Elle va droit au but et s’adresse aux forces en présence : les Blancs. Sans peur, elle désigne une opposition « nous/vous » et va construire ses chapitres sur cette dichotomie.

1. Vous les Blancs

2. Vous les Juifs

3. Nous les femmes indigènes

4. Nous les indigènes

Voilà, une fois qu’on aura bien explicité qui « nous » sommes et qui « vous » êtes, on y verra plus clair et le livre sera fait. Les bases seront posées pour établir les conditions d’un rapprochement entre nous tous, voire d’une nouvelle forme d’amour.

Sous-titre du livre : Vers une politique de l’amour révolutionnaire.

On est bien loin des accusations de racisme et d’antisémitisme, mais cela, je suggère de le laisser aux parasites des plateaux télé.

Pour parler des Blancs, elle commence avec le cogito cartésien et se demande qui est ce « je » qui pense et qui, de ce fait, est. Les premières pages ne sont pas originales et la deconstruction de Descates ne m’a jamais paru stimulante.

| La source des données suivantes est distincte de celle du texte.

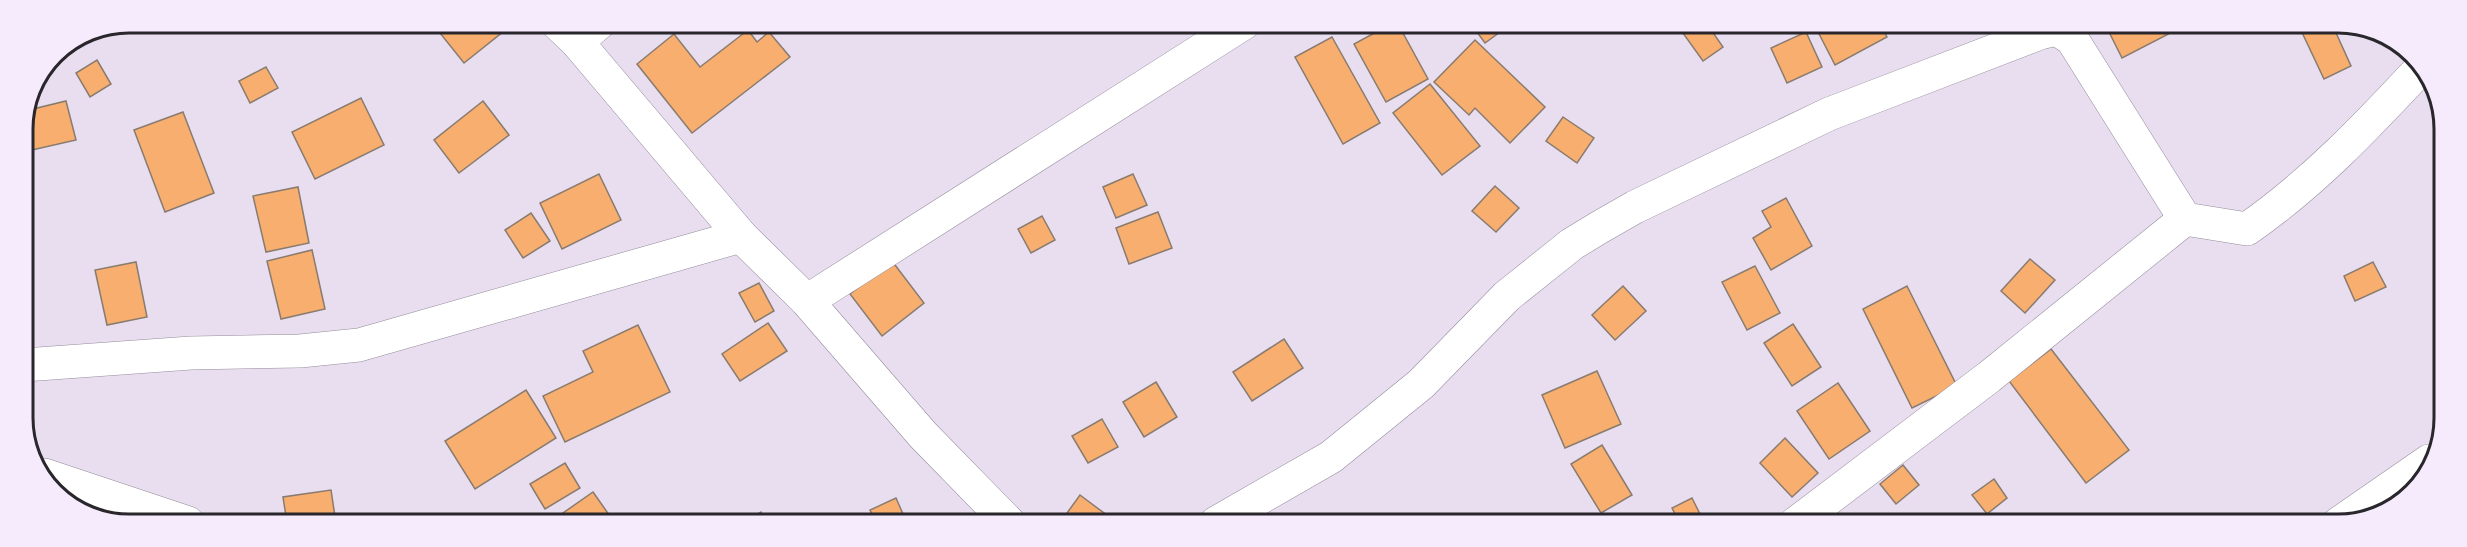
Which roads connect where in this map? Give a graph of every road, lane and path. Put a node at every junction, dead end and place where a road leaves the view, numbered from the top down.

Ce « je » est conquérant. Il est armé. Il a d’un côté la puissance de feu, de l’autre la Bible. C’est un prédateur. Ses victoires l’enivrent. « Nous devons nous rendre maîtres et possesseurs de la nature », poursuit Descartes.

Les Blancs, p. 29.

C’est faux. Descartes n’a jamais dit cela, le prof de philo en moi se révolte et voudrait faire un petit cours. Descartes a exactement écrit ceci et il a voulu dire cela, rien à voir avec le contexte colonial du XVIIe siècle. Or, ce qui compte quand on lit Houria Bouteldja n’est pas ce qu’a voulu dire Descartes mais ce que veut dire Houria Bouteldja. Alors écoutons. Lisons.

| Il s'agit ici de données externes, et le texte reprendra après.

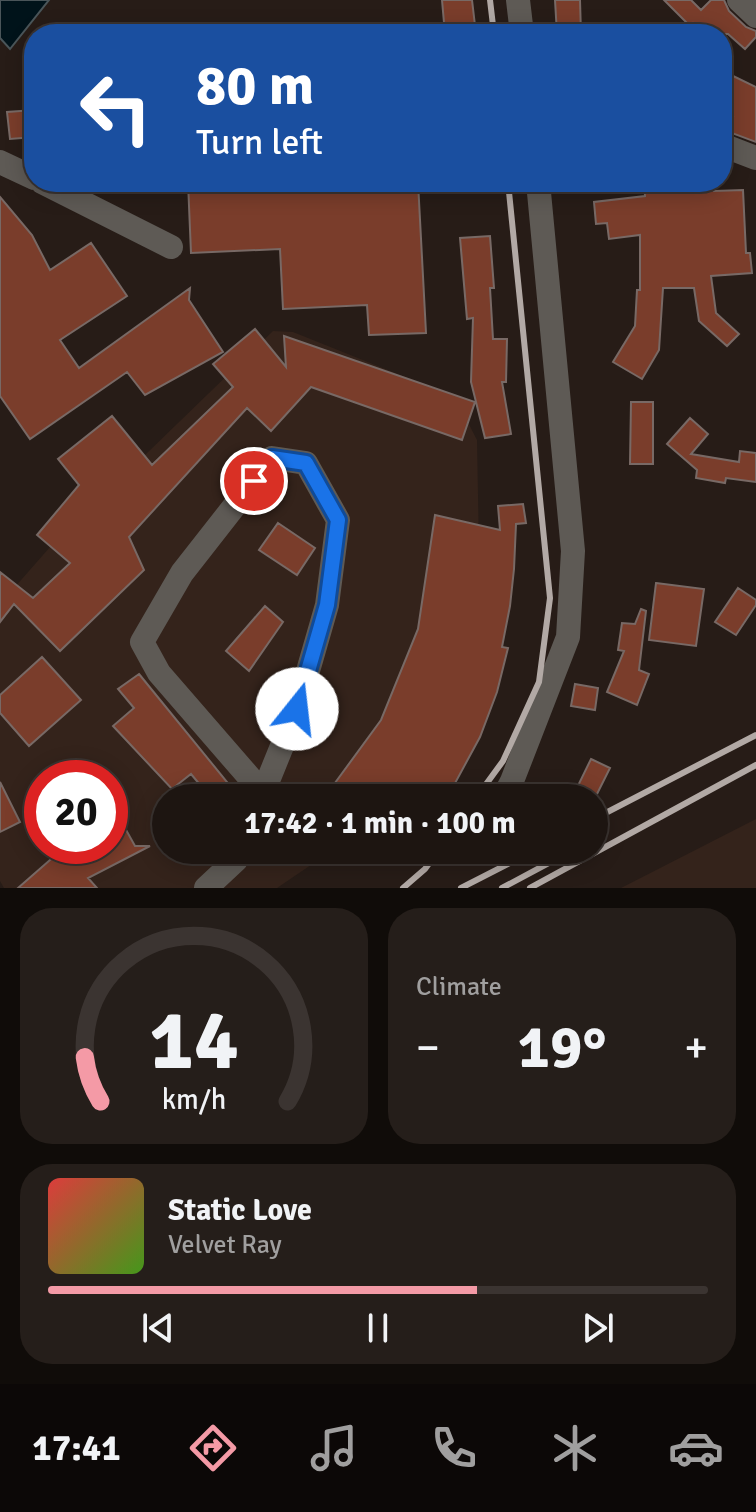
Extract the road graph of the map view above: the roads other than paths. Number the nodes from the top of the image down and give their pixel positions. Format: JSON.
{"nodes":[{"id":1,"x":518,"y":0,"type":"edge"},
{"id":2,"x":739,"y":0,"type":"edge"},
{"id":3,"x":756,"y":16,"type":"edge"},
{"id":4,"x":521,"y":24,"type":"edge"},
{"id":5,"x":732,"y":149,"type":"edge"},
{"id":6,"x":756,"y":158,"type":"edge"},
{"id":7,"x":0,"y":162,"type":"edge"},
{"id":8,"x":24,"y":173,"type":"edge"},
{"id":9,"x":62,"y":192,"type":"edge"},
{"id":10,"x":539,"y":192,"type":"edge"},
{"id":11,"x":171,"y":247,"type":"dead end"},
{"id":12,"x":510,"y":784,"type":"edge"},
{"id":13,"x":262,"y":796,"type":"edge"},
{"id":14,"x":232,"y":864,"type":"edge"},
{"id":15,"x":206,"y":888,"type":"edge"}],
"edges":[{"from":1,"to":4,"type":"street"},
{"from":2,"to":3,"type":"street"},
{"from":5,"to":6,"type":"street"},
{"from":7,"to":8,"type":"street"},
{"from":9,"to":11,"type":"street"},
{"from":10,"to":12,"type":"street"},
{"from":13,"to":13,"type":"street"},
{"from":14,"to":15,"type":"street"}]}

Parler des Blancs est difficile en France, car la culture républicaine a décidé d’invisibiliser ce que tout le monde voit. Non pas la couleur de peau, mais la concomitance entre des couleurs et des statuts sociaux. Des phénomènes de privilèges que notre idéologie ne reconnaît pas en installant un paravent appelé « universalisme ». François Bégaudeau explique à sa manière comment les jeunes professeurs blancs étaient missionnés pour aller civiliser les classes populaires dans les quartiers défavorisés:

Pour peu qu’on les aide à atteindre un niveau de vie décent, les Arabes deviendront des Blancs comme les autres. Dans une société parfaite, ils seraient cultivés, politisés, bons élèves, buveurs de Ricard. Ils seraient nous. Ils seraient universels et l’universel c’est nous.

F. Bégaudeau, Deux singes, 2011, p. 224-225.

Bégaudeau non plus ne recule pas devant la notion de blanchité :

Dans cent ans il n’y aura plus de Blancs sur la planète. Découvrant cette drôle de race dans des films, les humains d’alors écarquilleront les yeux comme mes élèves  quand je leur ai fait écouter un florilège de morceaux de rock.

F. Bégaudeau, Deux singes, 231.

Pour l’instant, les Blancs existent toujours et ils gouvernent le monde. Houria Bouteldja parle des Blancs avec un mélange de colère et de tendresse. Elle explique par exemple que la grande puissance des vainqueurs est de se rendre plus blancs que blanc, innocent :

Je vous vois, je vous fréquente, je vous observe. Vous portez tous ce visage de l’innocence. C’est là votre victoire ultime. Avoir réussi à vous innocenter.

Les blancs, p.30

Un livre écrit par fulgurances.

Passages propres à l’essai, le genre littéraire inventé par Michel de Montaigne, au XVIe siècle. Rien n’est plus beau que l’essai. L’auteur tente quelque chose, il bricole, construit un texte avec des bouts d’argumentation, des lambeaux de souvenirs, des sensations, des citations.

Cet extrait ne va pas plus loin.